Píldoras de RESURRECCIÓN: Juan 3, 1-8

Lunes 20 de abril
Un miembro del partido de los fariseos, llamado Nicodemo, persona relevante entre los judíos, fue una noche a ver a Jesús y le dijo: — Maestro , sabemos que Dios te ha enviado para enseñarnos; nadie, en efecto, puede realizar los milagros que tú haces si Dios no está con él.  Jesús le respondió: — Pues yo te aseguro que sólo el que nazca de nuevo podrá alcanzar el reino de Dios.  Nicodemo repuso: — ¿Cómo es posible que alguien ya viejo vuelva a nacer? ¿Acaso puede volver a entrar en el seno materno para nacer de nuevo?  Jesús le contestó: — Te aseguro que nadie puede entrar en el reino de Dios si no nace del agua y del Espíritu. Lo que nace de la carne es carnal; lo que nace del Espíritu es espiritual. No te cause, pues, tanta sorpresa si te he dicho que debéis nacer de nuevo. El viento sopla donde quiere; oyes su rumor, pero no sabes ni de dónde viene ni a dónde va. Lo mismo sucede con el que nace del Espíritu.
JUAN 3,1‭-‬8



Ayer cerrábamos la octava de Pascua con la celebración de la fiesta de la Divina Misericordia, Dios es pura misericordia, esto es, amor entrañable hacia aquel que no lo merece. 

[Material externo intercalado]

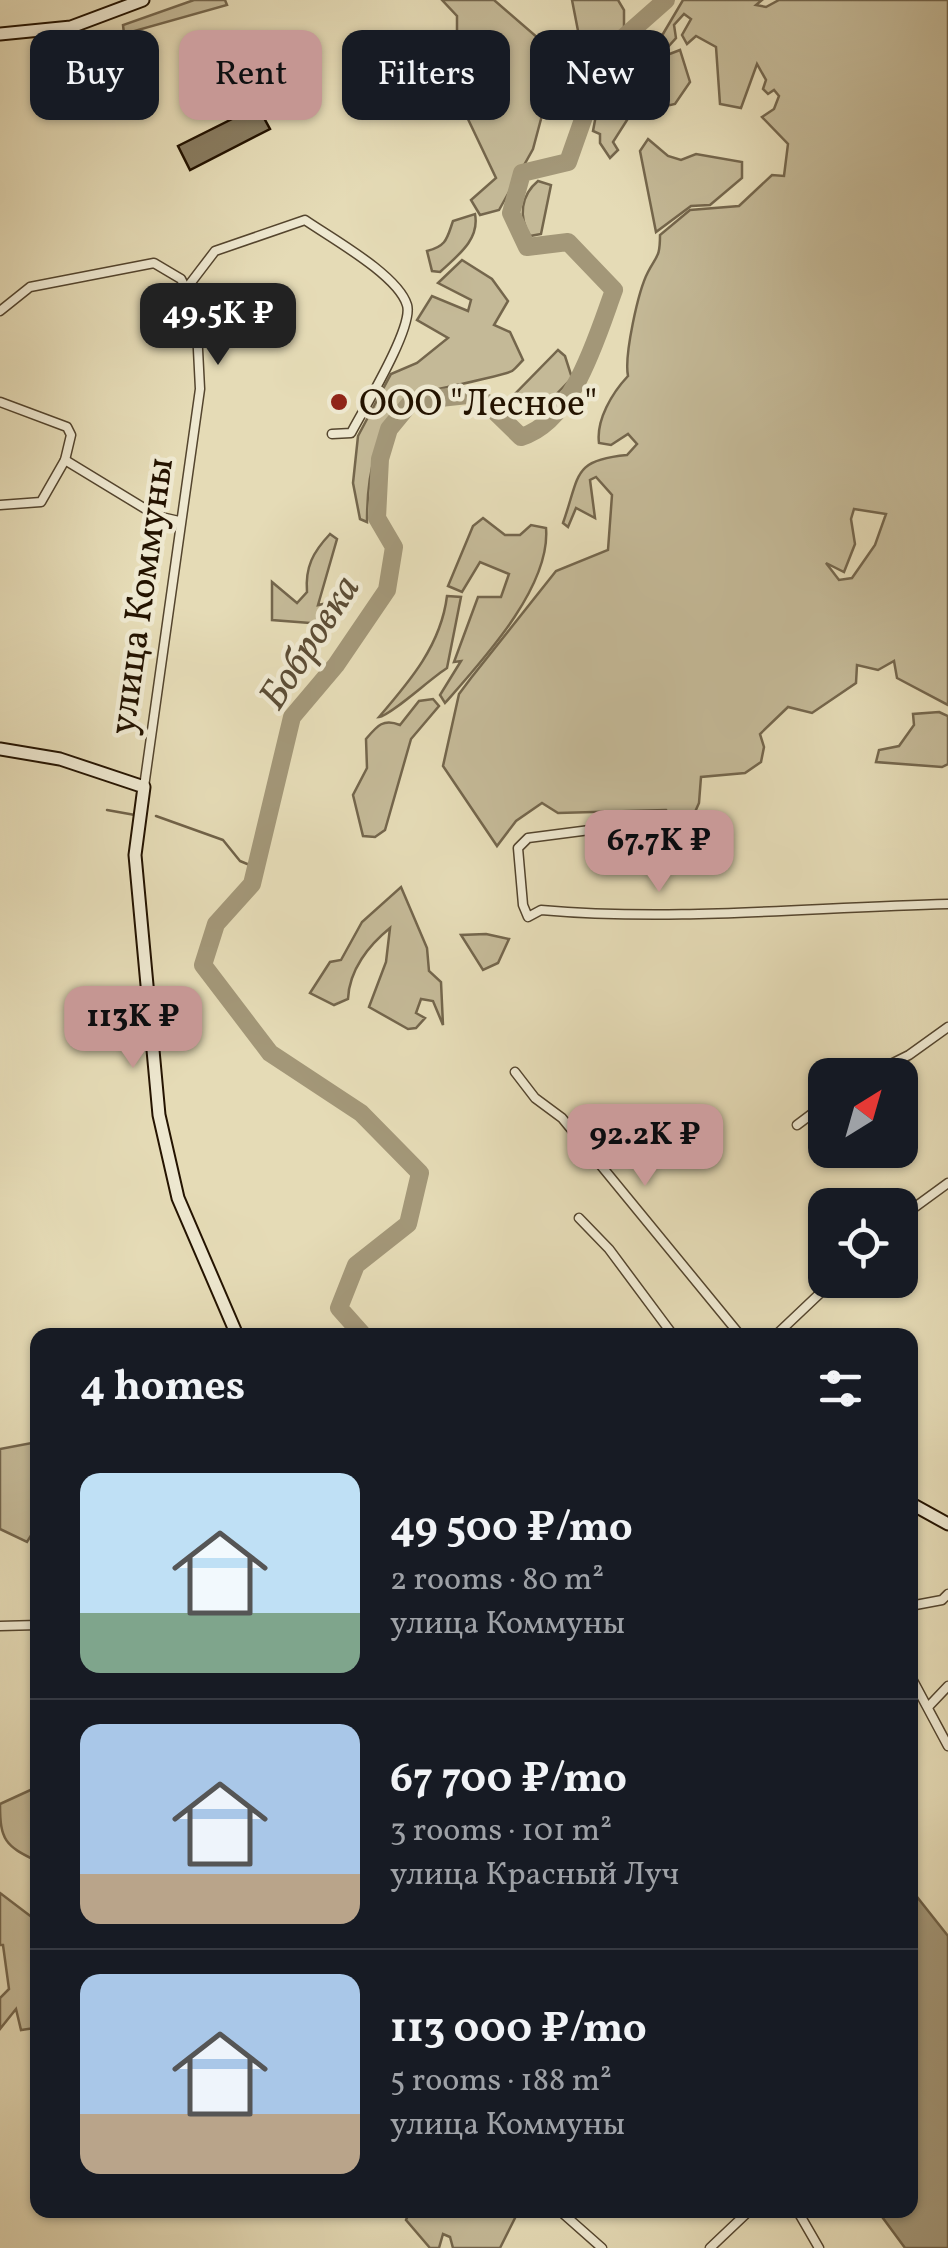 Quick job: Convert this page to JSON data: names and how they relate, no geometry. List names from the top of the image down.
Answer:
{
  "streets": {
    "street": ["улица Коммуны"]
  },
  "water": ["Бобровка"],
  "places": ["ООО \"Лесное\""],
  "north": "top right",
  "page": {
    "chip": [
      "Buy",
      "Rent",
      "Filters",
      "New"
    ],
    "price": [
      "49.5K ₽",
      "67.7K ₽",
      "113K ₽",
      "92.2K ₽"
    ],
    "heading": "4 homes",
    "list": [
      {
        "name": "49 500 ₽/mo",
        "note": "2 rooms · 80 m² · улица Коммуны"
      },
      {
        "name": "67 700 ₽/mo",
        "note": "3 rooms · 101 m² · улица Красный Луч"
      },
      {
        "name": "113 000 ₽/mo",
        "note": "5 rooms · 188 m² · улица Коммуны"
      }
    ]
  }
}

Y hoy leemos en el Evangelio el encuentro de Jesús con Nicodemo. Un encuentro apasionante, en el que Jesús te invitará a nacer de nuevo.

1. Nicodemo acude a la noche para ver a Jesús. Podríamos pensar que lo hace para que no lo vean, por miedo a que lo juzguen, pues tiene un status y podría perderlo. Podemos pensar, sin embargo, que lo hace por otro motivo: acude a verlo de noche porque Jesús está solo, no está asediado por las masas y porque de noche es un momento propicio para las confidencias. A veces necesitamos tiempo para Jesús, sin prisas, tiempo de calidad. Hoy puede ser un día propicio para ello.

2. Jesús le invita a nacer de nuevo, en clara alusión al Bautismo. Hoy es un día para agradecer nuestro bautismo, eres Hijo de Dios, por pura gracia, sin haber hecho nada, Dios te ha regalado una nueva condición: “si eres hijo, también eres heredero”. Dios te regala su heredad, la vida eterna. ¿Sabes qué día te han bautizado? ¿lo celebras?

3. Por último, Jesús alude a nacer del Espíritu. Es el regalo que esperamos al final del camino pascual, el día de pentecostés los apóstoles recibieron el Espíritu Santo que les dio un nuevo empuje y fuerza para anunciar a Jesús. Una fuerza interior les sostenía en medio de las persecuciones y las dificultades. Hoy te invito a invocar el Espíritu Santo, a pedir que te guíe y te dejes guiar por Él.